In another cautionary tale concerning the discovery of electronically stored information (ESI), the U.S. District Court for the Eastern District of Louisiana recently reemphasized the importance of giving early and considered thought to the format in which a party would prefer to receive ESI from an opponent in discovery. Mr. Mudbug, Inc. v. Bloomin’ Brands, Inc., No. 2:15cv05265 (E.D. La. Jan. 11, 2017).
In Mudbug, the defendant served certain Rule 34 requests for production of ESI to the plaintiff. The requests contained competing, internal instructions as to the format of ESI requested: Certain requests specified that the ESI was to be produced “in the form in which it was maintained in the usual course of business or activity,” while other requests noted that “pursuant to Rule 34, all documents [were to] be produced in Adobe (PDF) and/or Word format.” In response to these requests, the plaintiff produced the responsive ESI in PDF format.
Approximately a year after serving the requests—and after new counsel substituted into the matter on behalf of defendant—the defendant’s new counsel argued that the plaintiff’s initial ESI production was deficient for numerous reasons, including that the ESI was not produced in native format and did not include metadata. The defendant moved to compel the production of the ESI in the new format.
Reviewing Rule 34(B)(2)(E), the district court disagreed, finding that the plaintiff’s first production satisfied its obligations under the Federal Rules of Civil Procedure. Rule 34(B)(2)(E) provides in pertinent part that “[i]f a request does not specify a form for producing [ESI], a party must produce it in a form or forms in which it is ordinarily maintained or in a reasonably usable form or forms,” and that “[a] party need not produce the same [ESI] in more than one form.”
The district court emphasized that the defendant was “‘the master of its production request[, and] it must be satisfied with what it asked for.” Accordingly, because the plaintiff produced its responsive ESI in a PDF form, as requested by the defendant (which request did not include a specific request for metadata), and the plaintiff provided a complete production, it was under no obligation to make a second production in native format and with all associated metadata simply because the defendant’s new counsel preferred this format. In short, having elected the format for its production in the first instance, the defendant could not be heard to complain later after it received what it asked for in the first place.

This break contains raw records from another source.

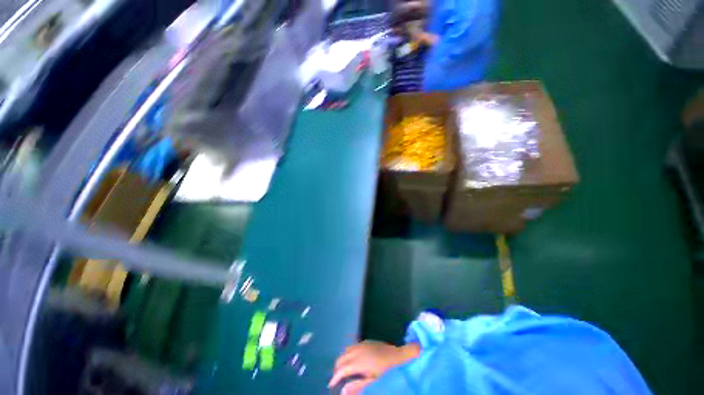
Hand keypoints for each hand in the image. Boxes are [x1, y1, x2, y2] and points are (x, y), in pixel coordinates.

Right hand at [328, 341, 420, 392]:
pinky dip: (348, 353)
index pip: (341, 369)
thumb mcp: (373, 382)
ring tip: (344, 370)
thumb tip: (342, 391)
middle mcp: (358, 350)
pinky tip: (353, 359)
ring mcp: (362, 344)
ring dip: (343, 359)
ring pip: (346, 350)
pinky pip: (352, 346)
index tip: (331, 385)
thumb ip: (357, 386)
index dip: (334, 377)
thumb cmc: (386, 371)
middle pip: (341, 358)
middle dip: (337, 368)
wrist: (398, 355)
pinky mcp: (366, 341)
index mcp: (358, 362)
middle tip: (337, 379)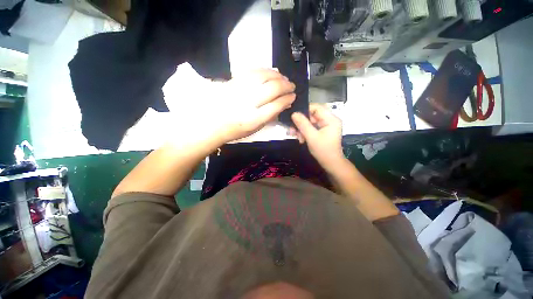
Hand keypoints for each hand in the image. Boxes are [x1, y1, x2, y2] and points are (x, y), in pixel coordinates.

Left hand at [214, 69, 295, 142]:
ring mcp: (240, 89)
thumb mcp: (255, 129)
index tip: (293, 96)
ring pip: (264, 76)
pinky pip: (253, 71)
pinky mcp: (234, 81)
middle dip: (286, 86)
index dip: (287, 99)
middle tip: (291, 86)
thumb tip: (284, 104)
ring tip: (284, 78)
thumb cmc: (235, 130)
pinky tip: (272, 72)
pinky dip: (265, 70)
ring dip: (277, 76)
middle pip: (272, 89)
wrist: (213, 122)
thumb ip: (270, 116)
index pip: (276, 105)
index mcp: (254, 119)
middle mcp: (248, 103)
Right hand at [289, 104, 343, 171]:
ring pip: (309, 122)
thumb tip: (294, 114)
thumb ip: (303, 124)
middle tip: (292, 130)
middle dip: (301, 123)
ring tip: (295, 136)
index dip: (304, 110)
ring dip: (301, 129)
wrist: (330, 164)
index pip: (316, 107)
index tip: (293, 117)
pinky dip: (304, 132)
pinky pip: (311, 128)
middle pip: (311, 115)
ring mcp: (325, 126)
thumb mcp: (311, 137)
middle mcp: (329, 120)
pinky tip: (300, 138)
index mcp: (331, 119)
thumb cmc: (323, 150)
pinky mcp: (322, 131)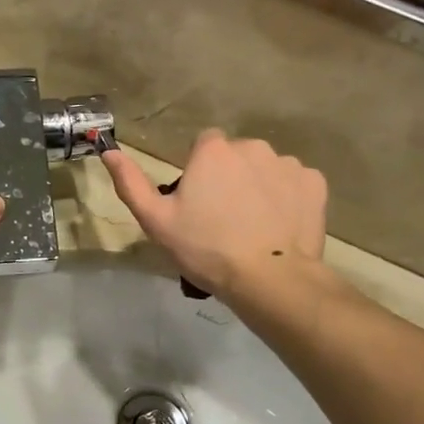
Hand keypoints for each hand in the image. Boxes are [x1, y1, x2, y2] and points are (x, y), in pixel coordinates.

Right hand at [101, 129, 327, 299]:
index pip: (204, 145)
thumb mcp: (156, 221)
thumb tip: (109, 151)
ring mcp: (287, 163)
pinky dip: (286, 198)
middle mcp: (252, 146)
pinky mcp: (314, 184)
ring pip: (265, 169)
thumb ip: (131, 183)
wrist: (268, 278)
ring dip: (258, 187)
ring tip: (253, 226)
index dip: (199, 172)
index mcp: (213, 151)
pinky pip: (294, 184)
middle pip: (236, 156)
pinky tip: (278, 226)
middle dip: (229, 178)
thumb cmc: (206, 249)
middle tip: (223, 219)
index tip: (198, 202)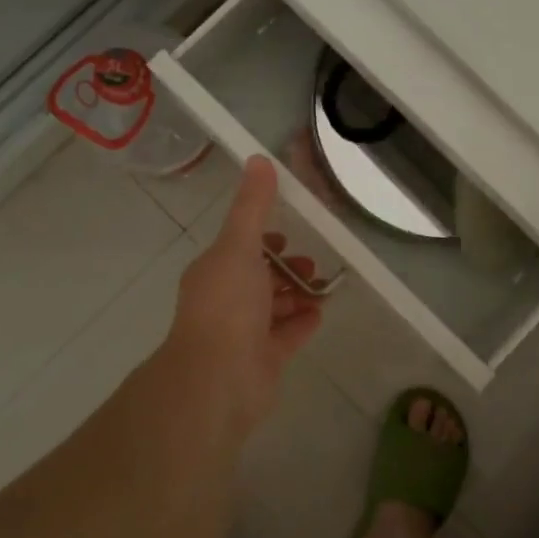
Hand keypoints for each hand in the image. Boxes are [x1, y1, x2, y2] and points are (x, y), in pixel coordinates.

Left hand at [161, 157, 323, 434]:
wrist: (219, 378)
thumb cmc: (227, 305)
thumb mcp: (239, 245)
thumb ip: (252, 206)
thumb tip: (259, 159)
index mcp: (215, 272)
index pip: (239, 249)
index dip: (262, 240)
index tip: (287, 234)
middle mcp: (226, 301)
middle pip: (259, 278)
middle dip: (285, 268)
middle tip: (311, 265)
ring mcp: (244, 334)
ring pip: (274, 307)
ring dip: (297, 294)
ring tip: (323, 286)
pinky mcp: (263, 360)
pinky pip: (286, 336)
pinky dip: (302, 322)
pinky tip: (321, 313)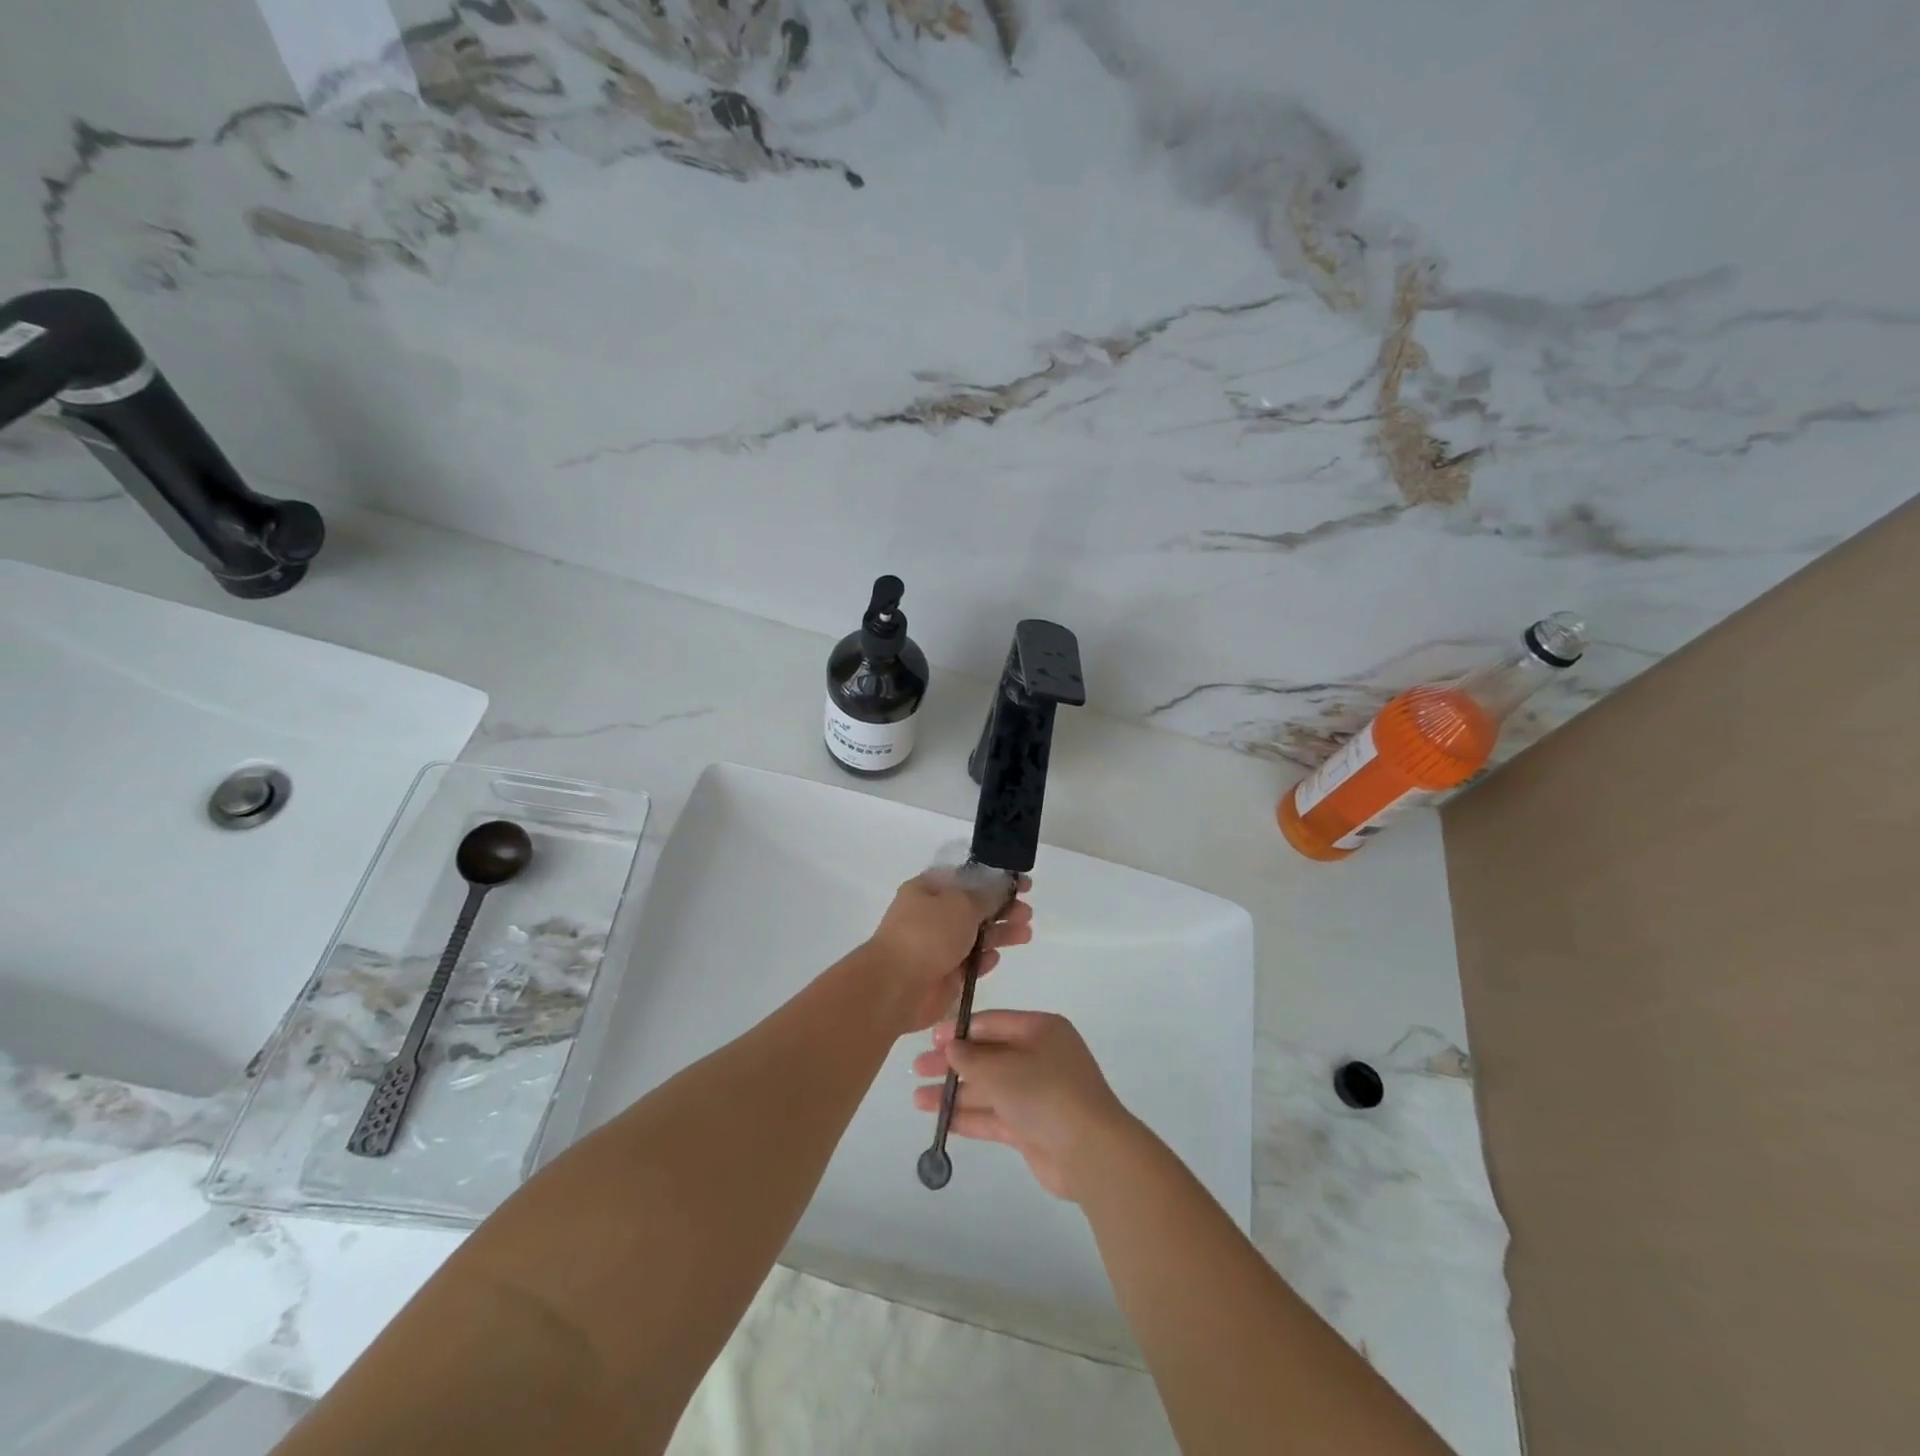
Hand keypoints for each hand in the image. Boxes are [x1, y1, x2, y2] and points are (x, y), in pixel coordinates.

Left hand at [863, 870, 1032, 1033]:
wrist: (897, 986)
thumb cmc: (928, 934)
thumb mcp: (962, 904)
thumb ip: (987, 896)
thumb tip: (1001, 887)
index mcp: (929, 889)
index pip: (967, 878)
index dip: (996, 879)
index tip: (1023, 884)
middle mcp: (932, 915)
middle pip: (975, 908)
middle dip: (1003, 909)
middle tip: (1027, 913)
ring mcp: (937, 946)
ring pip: (976, 936)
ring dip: (1000, 934)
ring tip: (1025, 934)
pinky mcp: (943, 974)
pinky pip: (969, 963)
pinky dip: (983, 960)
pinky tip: (995, 959)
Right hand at [911, 1011, 1134, 1201]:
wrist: (1090, 1151)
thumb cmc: (1045, 1092)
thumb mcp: (1002, 1068)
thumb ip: (971, 1058)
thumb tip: (951, 1047)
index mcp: (1040, 1030)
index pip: (993, 1023)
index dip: (960, 1030)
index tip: (930, 1038)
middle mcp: (1039, 1057)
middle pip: (988, 1056)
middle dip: (953, 1063)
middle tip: (917, 1069)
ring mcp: (1037, 1094)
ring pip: (989, 1088)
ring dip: (956, 1092)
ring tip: (919, 1099)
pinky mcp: (1032, 1127)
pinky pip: (995, 1116)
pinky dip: (970, 1117)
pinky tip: (942, 1120)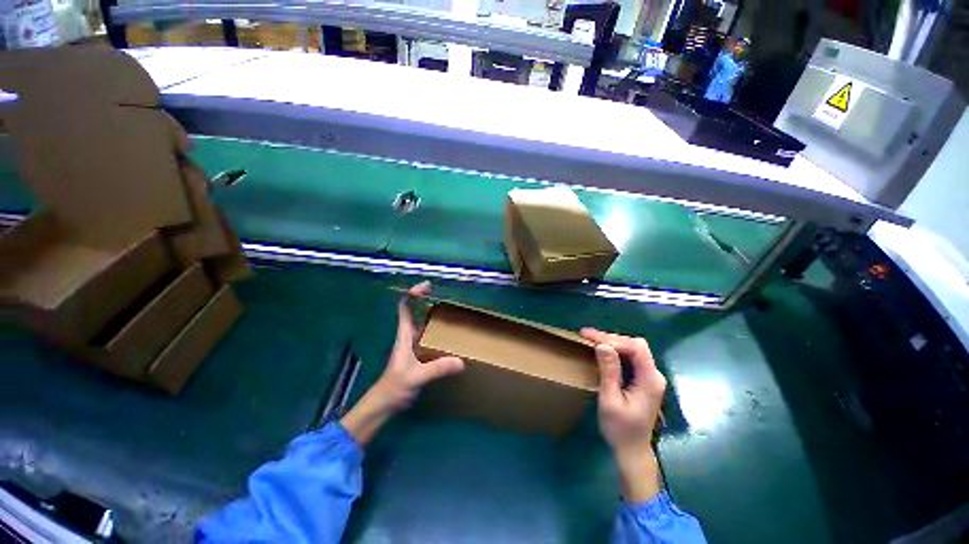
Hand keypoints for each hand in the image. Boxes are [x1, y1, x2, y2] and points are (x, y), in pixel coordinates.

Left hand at [341, 282, 464, 445]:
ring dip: (434, 317)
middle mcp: (408, 337)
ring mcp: (413, 346)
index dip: (413, 294)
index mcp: (404, 335)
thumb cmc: (394, 387)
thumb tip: (461, 362)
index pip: (405, 307)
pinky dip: (438, 333)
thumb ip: (437, 369)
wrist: (384, 404)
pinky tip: (450, 338)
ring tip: (453, 315)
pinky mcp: (418, 355)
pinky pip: (429, 338)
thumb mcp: (416, 377)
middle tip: (447, 298)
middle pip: (416, 312)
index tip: (427, 287)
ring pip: (423, 325)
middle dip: (428, 302)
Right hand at [581, 327, 666, 502]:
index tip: (590, 337)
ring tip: (590, 339)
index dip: (613, 339)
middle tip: (586, 336)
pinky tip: (601, 350)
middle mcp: (654, 375)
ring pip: (633, 349)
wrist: (632, 451)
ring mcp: (650, 377)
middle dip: (610, 338)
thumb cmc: (620, 429)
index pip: (636, 347)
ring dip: (611, 342)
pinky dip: (615, 351)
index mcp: (650, 380)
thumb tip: (602, 345)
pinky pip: (630, 358)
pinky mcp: (644, 380)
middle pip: (635, 345)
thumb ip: (609, 372)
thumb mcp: (610, 400)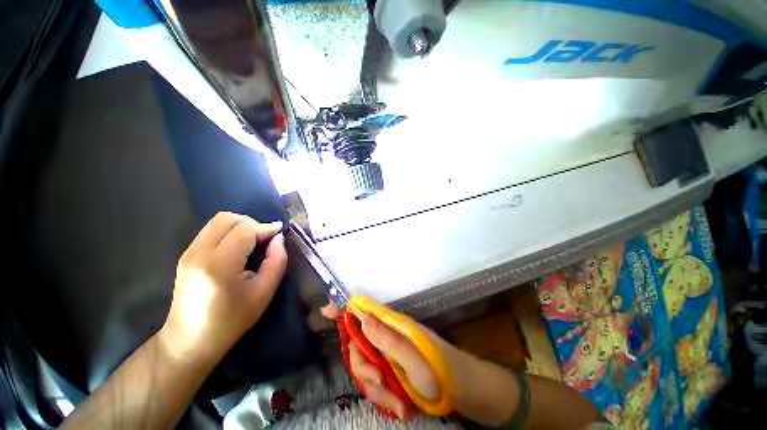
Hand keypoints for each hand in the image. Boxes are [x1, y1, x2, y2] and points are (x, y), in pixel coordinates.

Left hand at [159, 212, 287, 365]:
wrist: (190, 340)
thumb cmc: (232, 319)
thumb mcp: (264, 292)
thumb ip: (276, 261)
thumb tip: (279, 238)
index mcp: (220, 265)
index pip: (245, 230)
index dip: (266, 228)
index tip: (280, 232)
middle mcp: (199, 253)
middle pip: (228, 218)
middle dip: (252, 222)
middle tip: (265, 238)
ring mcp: (189, 253)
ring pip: (218, 221)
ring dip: (241, 225)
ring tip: (253, 241)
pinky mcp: (186, 255)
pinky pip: (211, 230)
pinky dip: (229, 231)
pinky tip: (238, 247)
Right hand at [321, 304, 519, 423]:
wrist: (462, 391)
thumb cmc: (441, 371)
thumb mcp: (415, 360)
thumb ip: (388, 340)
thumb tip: (362, 318)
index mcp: (393, 325)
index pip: (365, 309)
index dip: (345, 308)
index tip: (326, 311)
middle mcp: (388, 336)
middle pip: (358, 345)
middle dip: (365, 369)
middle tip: (381, 385)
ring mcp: (389, 353)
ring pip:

In limiting a request to one format for the production of ESI, Rule 34(B)(2)(E) serves to underscore and foster age-old, basic principles of federal discovery: avoiding undue burden and cost to the responding party, and ensuring that the discovery and its associated costs is proportional to the needs of the case.
The lesson of Mudbug: As a plaintiff in federal litigation—particularly in a case where ESI could play a pivotal role—avoid buyer’s remorse. Think long and hard—and early in the case—about the format in which you and your client want to receive ESI (and whether a request for metadata should be specified); whether the requested format will yield a workable and complete set of information; and whether the format is compatible with your and/or your client’s ESI review platforms.
Eric B. Levasseur is a partner with Hahn Loeser & Parks, LLP in Cleveland, Ohio.